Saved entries
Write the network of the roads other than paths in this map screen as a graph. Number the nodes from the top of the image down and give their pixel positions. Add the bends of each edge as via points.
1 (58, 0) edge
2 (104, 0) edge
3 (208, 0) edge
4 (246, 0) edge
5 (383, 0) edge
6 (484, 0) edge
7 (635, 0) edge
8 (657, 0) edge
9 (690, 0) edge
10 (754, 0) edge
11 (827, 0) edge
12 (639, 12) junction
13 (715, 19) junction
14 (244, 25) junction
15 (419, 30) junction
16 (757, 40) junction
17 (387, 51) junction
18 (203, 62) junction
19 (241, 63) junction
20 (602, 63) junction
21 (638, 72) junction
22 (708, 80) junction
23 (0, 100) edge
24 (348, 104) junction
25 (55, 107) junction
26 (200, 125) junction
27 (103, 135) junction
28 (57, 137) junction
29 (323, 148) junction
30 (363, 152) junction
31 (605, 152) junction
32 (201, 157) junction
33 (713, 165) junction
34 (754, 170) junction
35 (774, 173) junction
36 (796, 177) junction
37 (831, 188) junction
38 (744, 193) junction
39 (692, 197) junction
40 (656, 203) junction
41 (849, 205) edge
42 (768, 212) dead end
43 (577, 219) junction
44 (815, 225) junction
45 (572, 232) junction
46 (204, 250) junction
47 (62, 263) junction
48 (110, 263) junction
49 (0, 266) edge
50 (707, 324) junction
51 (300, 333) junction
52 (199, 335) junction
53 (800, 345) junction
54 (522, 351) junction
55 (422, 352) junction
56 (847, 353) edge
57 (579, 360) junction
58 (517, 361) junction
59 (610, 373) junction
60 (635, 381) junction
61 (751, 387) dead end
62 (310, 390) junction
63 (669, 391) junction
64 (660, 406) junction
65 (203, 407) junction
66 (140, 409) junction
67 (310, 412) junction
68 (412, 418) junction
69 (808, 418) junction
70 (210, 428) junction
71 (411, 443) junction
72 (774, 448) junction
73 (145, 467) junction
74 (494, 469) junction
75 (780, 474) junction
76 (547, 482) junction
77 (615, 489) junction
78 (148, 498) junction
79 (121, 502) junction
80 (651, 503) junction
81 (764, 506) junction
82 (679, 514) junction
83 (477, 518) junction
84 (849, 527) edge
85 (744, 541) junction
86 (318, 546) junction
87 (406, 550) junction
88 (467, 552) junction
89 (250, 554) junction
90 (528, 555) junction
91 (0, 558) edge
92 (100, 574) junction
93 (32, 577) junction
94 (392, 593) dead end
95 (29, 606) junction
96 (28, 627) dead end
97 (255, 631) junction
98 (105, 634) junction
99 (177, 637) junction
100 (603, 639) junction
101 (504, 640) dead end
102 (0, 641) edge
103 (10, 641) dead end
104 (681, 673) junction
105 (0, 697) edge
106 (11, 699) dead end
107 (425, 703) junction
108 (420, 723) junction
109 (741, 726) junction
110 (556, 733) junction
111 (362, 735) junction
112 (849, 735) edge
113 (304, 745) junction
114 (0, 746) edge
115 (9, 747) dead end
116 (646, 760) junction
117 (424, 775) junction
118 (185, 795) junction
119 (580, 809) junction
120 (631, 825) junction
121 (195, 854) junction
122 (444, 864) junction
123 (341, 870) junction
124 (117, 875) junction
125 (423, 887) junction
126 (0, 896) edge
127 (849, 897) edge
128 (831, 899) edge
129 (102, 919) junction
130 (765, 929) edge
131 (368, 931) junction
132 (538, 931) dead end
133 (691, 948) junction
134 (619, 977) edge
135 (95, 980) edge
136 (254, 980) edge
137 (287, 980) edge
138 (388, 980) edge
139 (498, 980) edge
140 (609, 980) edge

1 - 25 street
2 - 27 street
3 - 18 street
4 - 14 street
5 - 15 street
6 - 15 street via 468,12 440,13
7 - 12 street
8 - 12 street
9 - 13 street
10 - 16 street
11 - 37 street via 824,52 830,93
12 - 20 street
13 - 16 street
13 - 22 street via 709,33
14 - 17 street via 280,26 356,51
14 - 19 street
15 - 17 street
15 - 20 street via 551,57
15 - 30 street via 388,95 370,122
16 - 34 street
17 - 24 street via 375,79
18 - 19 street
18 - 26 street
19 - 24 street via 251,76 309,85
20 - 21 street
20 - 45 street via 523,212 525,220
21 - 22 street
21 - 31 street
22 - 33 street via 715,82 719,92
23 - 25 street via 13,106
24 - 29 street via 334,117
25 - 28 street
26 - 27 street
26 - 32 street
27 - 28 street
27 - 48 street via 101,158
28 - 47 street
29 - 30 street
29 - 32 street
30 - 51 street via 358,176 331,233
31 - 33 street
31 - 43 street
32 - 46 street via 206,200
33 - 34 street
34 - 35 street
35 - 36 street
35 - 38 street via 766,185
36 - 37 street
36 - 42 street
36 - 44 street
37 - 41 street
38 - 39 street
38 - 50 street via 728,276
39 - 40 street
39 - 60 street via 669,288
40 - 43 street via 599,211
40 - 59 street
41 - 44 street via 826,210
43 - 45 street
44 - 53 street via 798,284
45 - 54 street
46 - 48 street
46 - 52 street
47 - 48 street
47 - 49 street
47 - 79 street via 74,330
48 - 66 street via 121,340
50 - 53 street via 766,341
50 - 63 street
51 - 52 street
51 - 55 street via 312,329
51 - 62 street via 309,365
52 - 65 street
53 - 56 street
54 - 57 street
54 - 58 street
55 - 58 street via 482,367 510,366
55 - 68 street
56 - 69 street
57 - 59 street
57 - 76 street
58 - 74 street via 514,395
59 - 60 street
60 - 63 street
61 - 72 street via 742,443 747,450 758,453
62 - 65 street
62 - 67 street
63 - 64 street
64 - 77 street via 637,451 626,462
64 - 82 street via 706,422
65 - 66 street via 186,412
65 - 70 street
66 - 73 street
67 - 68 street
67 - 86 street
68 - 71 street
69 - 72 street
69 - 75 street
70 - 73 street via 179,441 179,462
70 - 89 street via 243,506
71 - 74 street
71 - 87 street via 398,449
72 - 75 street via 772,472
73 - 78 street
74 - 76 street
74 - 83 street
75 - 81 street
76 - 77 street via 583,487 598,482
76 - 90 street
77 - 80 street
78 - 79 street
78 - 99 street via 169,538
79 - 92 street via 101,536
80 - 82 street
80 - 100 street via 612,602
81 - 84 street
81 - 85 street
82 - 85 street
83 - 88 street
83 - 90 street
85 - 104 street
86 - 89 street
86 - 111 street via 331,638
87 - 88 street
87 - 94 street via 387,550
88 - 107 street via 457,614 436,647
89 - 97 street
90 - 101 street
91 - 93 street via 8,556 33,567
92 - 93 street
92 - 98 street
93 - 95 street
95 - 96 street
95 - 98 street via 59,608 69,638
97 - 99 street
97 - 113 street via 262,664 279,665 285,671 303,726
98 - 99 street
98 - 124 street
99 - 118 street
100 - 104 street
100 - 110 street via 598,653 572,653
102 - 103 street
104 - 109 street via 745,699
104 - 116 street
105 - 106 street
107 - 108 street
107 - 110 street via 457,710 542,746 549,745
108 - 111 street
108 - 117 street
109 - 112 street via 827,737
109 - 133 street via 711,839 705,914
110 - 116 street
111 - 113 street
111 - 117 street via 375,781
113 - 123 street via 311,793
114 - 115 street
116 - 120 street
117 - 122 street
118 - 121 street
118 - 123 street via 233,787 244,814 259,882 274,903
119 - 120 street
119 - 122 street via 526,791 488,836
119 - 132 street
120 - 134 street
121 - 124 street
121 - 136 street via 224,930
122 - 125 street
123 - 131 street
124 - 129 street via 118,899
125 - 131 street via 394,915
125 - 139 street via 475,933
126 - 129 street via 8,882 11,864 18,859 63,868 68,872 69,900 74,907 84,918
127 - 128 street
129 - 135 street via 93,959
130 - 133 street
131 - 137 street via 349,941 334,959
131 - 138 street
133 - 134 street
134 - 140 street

■ Work to complete:
Copy all the records exactly so that no character differs from the source.

■ Your response:
Write the network of the roads other than paths in this map screen as a graph. Number the nodes from the top of the image down and give their pixel positions. Add the bends of each edge as via points.
1 (58, 0) edge
2 (104, 0) edge
3 (208, 0) edge
4 (246, 0) edge
5 (383, 0) edge
6 (484, 0) edge
7 (635, 0) edge
8 (657, 0) edge
9 (690, 0) edge
10 (754, 0) edge
11 (827, 0) edge
12 (639, 12) junction
13 (715, 19) junction
14 (244, 25) junction
15 (419, 30) junction
16 (757, 40) junction
17 (387, 51) junction
18 (203, 62) junction
19 (241, 63) junction
20 (602, 63) junction
21 (638, 72) junction
22 (708, 80) junction
23 (0, 100) edge
24 (348, 104) junction
25 (55, 107) junction
26 (200, 125) junction
27 (103, 135) junction
28 (57, 137) junction
29 (323, 148) junction
30 (363, 152) junction
31 (605, 152) junction
32 (201, 157) junction
33 (713, 165) junction
34 (754, 170) junction
35 (774, 173) junction
36 (796, 177) junction
37 (831, 188) junction
38 (744, 193) junction
39 (692, 197) junction
40 (656, 203) junction
41 (849, 205) edge
42 (768, 212) dead end
43 (577, 219) junction
44 (815, 225) junction
45 (572, 232) junction
46 (204, 250) junction
47 (62, 263) junction
48 (110, 263) junction
49 (0, 266) edge
50 (707, 324) junction
51 (300, 333) junction
52 (199, 335) junction
53 (800, 345) junction
54 (522, 351) junction
55 (422, 352) junction
56 (847, 353) edge
57 (579, 360) junction
58 (517, 361) junction
59 (610, 373) junction
60 (635, 381) junction
61 (751, 387) dead end
62 (310, 390) junction
63 (669, 391) junction
64 (660, 406) junction
65 (203, 407) junction
66 (140, 409) junction
67 (310, 412) junction
68 (412, 418) junction
69 (808, 418) junction
70 (210, 428) junction
71 (411, 443) junction
72 (774, 448) junction
73 (145, 467) junction
74 (494, 469) junction
75 (780, 474) junction
76 (547, 482) junction
77 (615, 489) junction
78 (148, 498) junction
79 (121, 502) junction
80 (651, 503) junction
81 (764, 506) junction
82 (679, 514) junction
83 (477, 518) junction
84 (849, 527) edge
85 (744, 541) junction
86 (318, 546) junction
87 (406, 550) junction
88 (467, 552) junction
89 (250, 554) junction
90 (528, 555) junction
91 (0, 558) edge
92 (100, 574) junction
93 (32, 577) junction
94 (392, 593) dead end
95 (29, 606) junction
96 (28, 627) dead end
97 (255, 631) junction
98 (105, 634) junction
99 (177, 637) junction
100 (603, 639) junction
101 (504, 640) dead end
102 (0, 641) edge
103 (10, 641) dead end
104 (681, 673) junction
105 (0, 697) edge
106 (11, 699) dead end
107 (425, 703) junction
108 (420, 723) junction
109 (741, 726) junction
110 (556, 733) junction
111 (362, 735) junction
112 (849, 735) edge
113 (304, 745) junction
114 (0, 746) edge
115 (9, 747) dead end
116 (646, 760) junction
117 (424, 775) junction
118 (185, 795) junction
119 (580, 809) junction
120 (631, 825) junction
121 (195, 854) junction
122 (444, 864) junction
123 (341, 870) junction
124 (117, 875) junction
125 (423, 887) junction
126 (0, 896) edge
127 (849, 897) edge
128 (831, 899) edge
129 (102, 919) junction
130 (765, 929) edge
131 (368, 931) junction
132 (538, 931) dead end
133 (691, 948) junction
134 (619, 977) edge
135 (95, 980) edge
136 (254, 980) edge
137 (287, 980) edge
138 (388, 980) edge
139 (498, 980) edge
140 (609, 980) edge

1 - 25 street
2 - 27 street
3 - 18 street
4 - 14 street
5 - 15 street
6 - 15 street via 468,12 440,13
7 - 12 street
8 - 12 street
9 - 13 street
10 - 16 street
11 - 37 street via 824,52 830,93
12 - 20 street
13 - 16 street
13 - 22 street via 709,33
14 - 17 street via 280,26 356,51
14 - 19 street
15 - 17 street
15 - 20 street via 551,57
15 - 30 street via 388,95 370,122
16 - 34 street
17 - 24 street via 375,79
18 - 19 street
18 - 26 street
19 - 24 street via 251,76 309,85
20 - 21 street
20 - 45 street via 523,212 525,220
21 - 22 street
21 - 31 street
22 - 33 street via 715,82 719,92
23 - 25 street via 13,106
24 - 29 street via 334,117
25 - 28 street
26 - 27 street
26 - 32 street
27 - 28 street
27 - 48 street via 101,158
28 - 47 street
29 - 30 street
29 - 32 street
30 - 51 street via 358,176 331,233
31 - 33 street
31 - 43 street
32 - 46 street via 206,200
33 - 34 street
34 - 35 street
35 - 36 street
35 - 38 street via 766,185
36 - 37 street
36 - 42 street
36 - 44 street
37 - 41 street
38 - 39 street
38 - 50 street via 728,276
39 - 40 street
39 - 60 street via 669,288
40 - 43 street via 599,211
40 - 59 street
41 - 44 street via 826,210
43 - 45 street
44 - 53 street via 798,284
45 - 54 street
46 - 48 street
46 - 52 street
47 - 48 street
47 - 49 street
47 - 79 street via 74,330
48 - 66 street via 121,340
50 - 53 street via 766,341
50 - 63 street
51 - 52 street
51 - 55 street via 312,329
51 - 62 street via 309,365
52 - 65 street
53 - 56 street
54 - 57 street
54 - 58 street
55 - 58 street via 482,367 510,366
55 - 68 street
56 - 69 street
57 - 59 street
57 - 76 street
58 - 74 street via 514,395
59 - 60 street
60 - 63 street
61 - 72 street via 742,443 747,450 758,453
62 - 65 street
62 - 67 street
63 - 64 street
64 - 77 street via 637,451 626,462
64 - 82 street via 706,422
65 - 66 street via 186,412
65 - 70 street
66 - 73 street
67 - 68 street
67 - 86 street
68 - 71 street
69 - 72 street
69 - 75 street
70 - 73 street via 179,441 179,462
70 - 89 street via 243,506
71 - 74 street
71 - 87 street via 398,449
72 - 75 street via 772,472
73 - 78 street
74 - 76 street
74 - 83 street
75 - 81 street
76 - 77 street via 583,487 598,482
76 - 90 street
77 - 80 street
78 - 79 street
78 - 99 street via 169,538
79 - 92 street via 101,536
80 - 82 street
80 - 100 street via 612,602
81 - 84 street
81 - 85 street
82 - 85 street
83 - 88 street
83 - 90 street
85 - 104 street
86 - 89 street
86 - 111 street via 331,638
87 - 88 street
87 - 94 street via 387,550
88 - 107 street via 457,614 436,647
89 - 97 street
90 - 101 street
91 - 93 street via 8,556 33,567
92 - 93 street
92 - 98 street
93 - 95 street
95 - 96 street
95 - 98 street via 59,608 69,638
97 - 99 street
97 - 113 street via 262,664 279,665 285,671 303,726
98 - 99 street
98 - 124 street
99 - 118 street
100 - 104 street
100 - 110 street via 598,653 572,653
102 - 103 street
104 - 109 street via 745,699
104 - 116 street
105 - 106 street
107 - 108 street
107 - 110 street via 457,710 542,746 549,745
108 - 111 street
108 - 117 street
109 - 112 street via 827,737
109 - 133 street via 711,839 705,914
110 - 116 street
111 - 113 street
111 - 117 street via 375,781
113 - 123 street via 311,793
114 - 115 street
116 - 120 street
117 - 122 street
118 - 121 street
118 - 123 street via 233,787 244,814 259,882 274,903
119 - 120 street
119 - 122 street via 526,791 488,836
119 - 132 street
120 - 134 street
121 - 124 street
121 - 136 street via 224,930
122 - 125 street
123 - 131 street
124 - 129 street via 118,899
125 - 131 street via 394,915
125 - 139 street via 475,933
126 - 129 street via 8,882 11,864 18,859 63,868 68,872 69,900 74,907 84,918
127 - 128 street
129 - 135 street via 93,959
130 - 133 street
131 - 137 street via 349,941 334,959
131 - 138 street
133 - 134 street
134 - 140 street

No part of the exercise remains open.